WHAT IS NEEDED
Search the records for the word "highway". Copy every line where it appears.
*** Opening DATASET ENTRIES ***
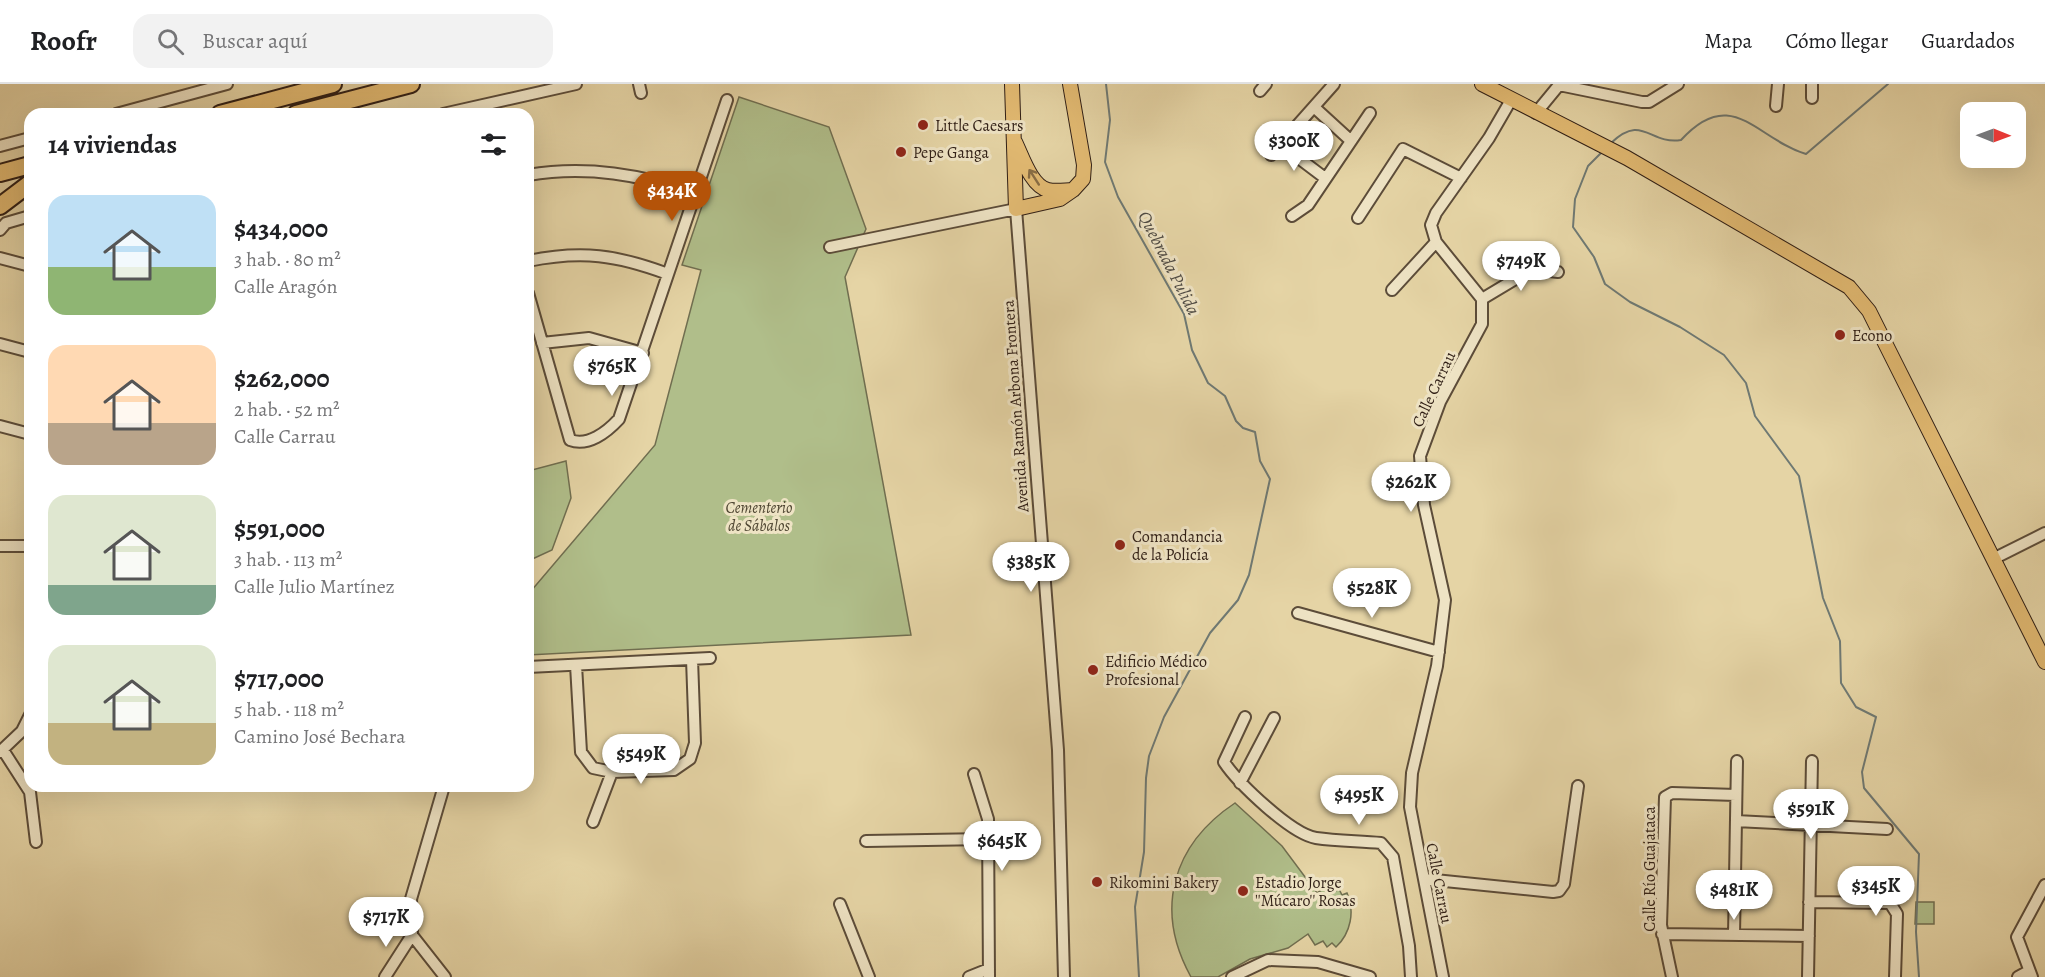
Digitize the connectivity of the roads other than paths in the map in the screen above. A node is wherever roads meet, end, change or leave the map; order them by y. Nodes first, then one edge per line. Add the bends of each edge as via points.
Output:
1 (227, 84) edge
2 (333, 84) edge
3 (411, 84) edge
4 (576, 84) edge
5 (1012, 84) edge
6 (1070, 84) edge
7 (1334, 84) edge
8 (1678, 84) edge
9 (1778, 84) edge
10 (1812, 84) edge
11 (1490, 86) edge
12 (1511, 99) junction
13 (1812, 99) dead end
14 (727, 100) dead end
15 (1776, 106) dead end
16 (138, 108) edge
17 (243, 108) edge
18 (319, 108) edge
19 (486, 108) edge
20 (1315, 108) junction
21 (1370, 113) dead end
22 (1536, 113) junction
23 (1012, 137) junction
24 (24, 140) edge
25 (1350, 140) junction
26 (1280, 144) junction
27 (0, 146) edge
28 (1270, 154) dead end
29 (24, 167) edge
30 (0, 173) edge
31 (534, 174) edge
32 (1325, 178) junction
33 (1461, 178) junction
34 (24, 185) edge
35 (24, 188) edge
36 (1073, 190) junction
37 (0, 191) edge
38 (697, 193) junction
39 (0, 206) edge
40 (1016, 209) junction
41 (1292, 216) dead end
42 (24, 218) edge
43 (1358, 218) dead end
44 (0, 230) edge
45 (1436, 242) junction
46 (830, 247) dead end
47 (0, 258) edge
48 (534, 260) edge
49 (24, 264) edge
50 (1558, 272) dead end
51 (668, 274) junction
52 (1392, 290) dead end
53 (1482, 299) junction
54 (534, 314) edge
55 (542, 343) junction
56 (0, 344) edge
57 (24, 350) edge
58 (643, 353) junction
59 (0, 426) edge
60 (24, 432) edge
61 (2045, 533) edge
62 (0, 546) edge
63 (24, 546) edge
64 (1995, 558) junction
65 (1298, 613) dead end
66 (1439, 652) junction
67 (710, 658) dead end
68 (692, 659) junction
69 (2045, 662) edge
70 (576, 665) junction
71 (534, 668) edge
72 (1245, 717) dead end
73 (1274, 718) dead end
74 (24, 727) edge
75 (2, 751) edge
76 (1737, 761) dead end
77 (1812, 761) dead end
78 (612, 772) junction
79 (974, 774) dead end
80 (24, 783) edge
81 (1240, 783) junction
82 (1578, 786) dead end
83 (30, 792) edge
84 (441, 792) edge
85 (1736, 795) junction
86 (1736, 821) junction
87 (593, 822) dead end
88 (1809, 824) junction
89 (1887, 829) dead end
90 (987, 839) junction
91 (866, 841) dead end
92 (36, 842) dead end
93 (1425, 879) junction
94 (2045, 885) edge
95 (1809, 902) junction
96 (840, 904) dead end
97 (412, 934) junction
98 (1662, 934) junction
99 (1734, 935) junction
100 (1809, 936) junction
101 (989, 973) edge
102 (2031, 974) edge
103 (385, 977) edge
104 (445, 977) edge
105 (869, 977) edge
106 (969, 977) edge
107 (1064, 977) edge
108 (1232, 977) edge
109 (1370, 977) edge
110 (1411, 977) edge
111 (1443, 977) edge
112 (1672, 977) edge
113 (1808, 977) edge
114 (1895, 977) edge
115 (2018, 977) edge

1 - 16 street
2 - 17 highway
3 - 18 highway
4 - 19 street
5 - 23 main road, Avenida Ramón Arbona Frontera
6 - 36 main road via 1084,165 1083,179
7 - 20 street
8 - 22 street via 1649,102 1559,85
9 - 15 street
10 - 13 street
11 - 12 main road
12 - 22 main road
12 - 33 street
14 - 38 street
20 - 25 street
20 - 26 street
21 - 25 street
22 - 64 main road via 1627,158 1849,287 1869,311
36 -> 23 main road via 1041,187
23 - 40 main road, Avenida Ramón Arbona Frontera
24 - 27 street
25 - 32 street
26 - 28 street
26 - 32 street
29 - 30 highway
31 - 38 street via 608,172 652,179
32 - 41 street via 1308,205
33 - 43 street via 1403,149
33 - 45 street via 1431,225
34 - 37 highway
35 - 39 highway
36 - 40 main road via 1060,199
38 - 51 street
40 - 46 street
40 - 107 street, Avenida Ramón Arbona Frontera via 1058,750
42 - 44 street via 6,223
45 - 52 street
45 - 53 street
47 - 49 street
48 - 51 street via 556,255 611,256
50 - 53 street via 1532,269
51 - 58 street
53 - 66 street, Calle Carrau via 1482,324 1440,402 1420,456 1424,505 1445,600
54 - 55 street
55 - 58 street via 589,338
55 - 58 street via 570,440 578,443 602,435 619,419
56 - 57 street
59 - 60 street
61 - 64 street
62 - 63 street
64 - 69 main road
65 - 66 street
66 - 93 street, Calle Carrau via 1412,773 1410,807
67 - 68 street
68 - 70 street
68 - 78 street via 695,743 690,759 674,770
70 - 71 street
70 - 78 street via 581,752 593,768
72 - 81 street via 1224,762
73 - 81 street
74 - 75 street
75 - 80 street
76 - 85 street
77 - 88 street
78 - 87 street
79 - 90 street via 986,808
81 - 110 street via 1282,819 1314,837 1381,843 1392,857 1410,946
82 - 93 street via 1560,891
83 - 92 street
84 - 97 street via 411,899
85 - 86 street
85 - 98 street, Calle Río Guajataca via 1672,793 1665,797
86 - 88 street
86 - 99 street
88 - 89 street via 1818,828
88 - 95 street
90 - 91 street
90 - 101 street
93 - 111 street, Calle Carrau
94 - 102 street via 2017,937
95 - 100 street
95 - 114 street via 1893,905 1897,914
96 - 105 street
97 - 103 street
97 - 104 street
98 - 99 street
98 - 112 street, Calle Río Guajataca
99 - 100 street
100 - 113 street
101 - 106 street
102 - 115 street
108 - 109 street via 1268,960 1318,962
*** Closing DATASET ENTRIES ***
SOLUTION TO THIS EXERCISE
2 - 17 highway
3 - 18 highway
29 - 30 highway
34 - 37 highway
35 - 39 highway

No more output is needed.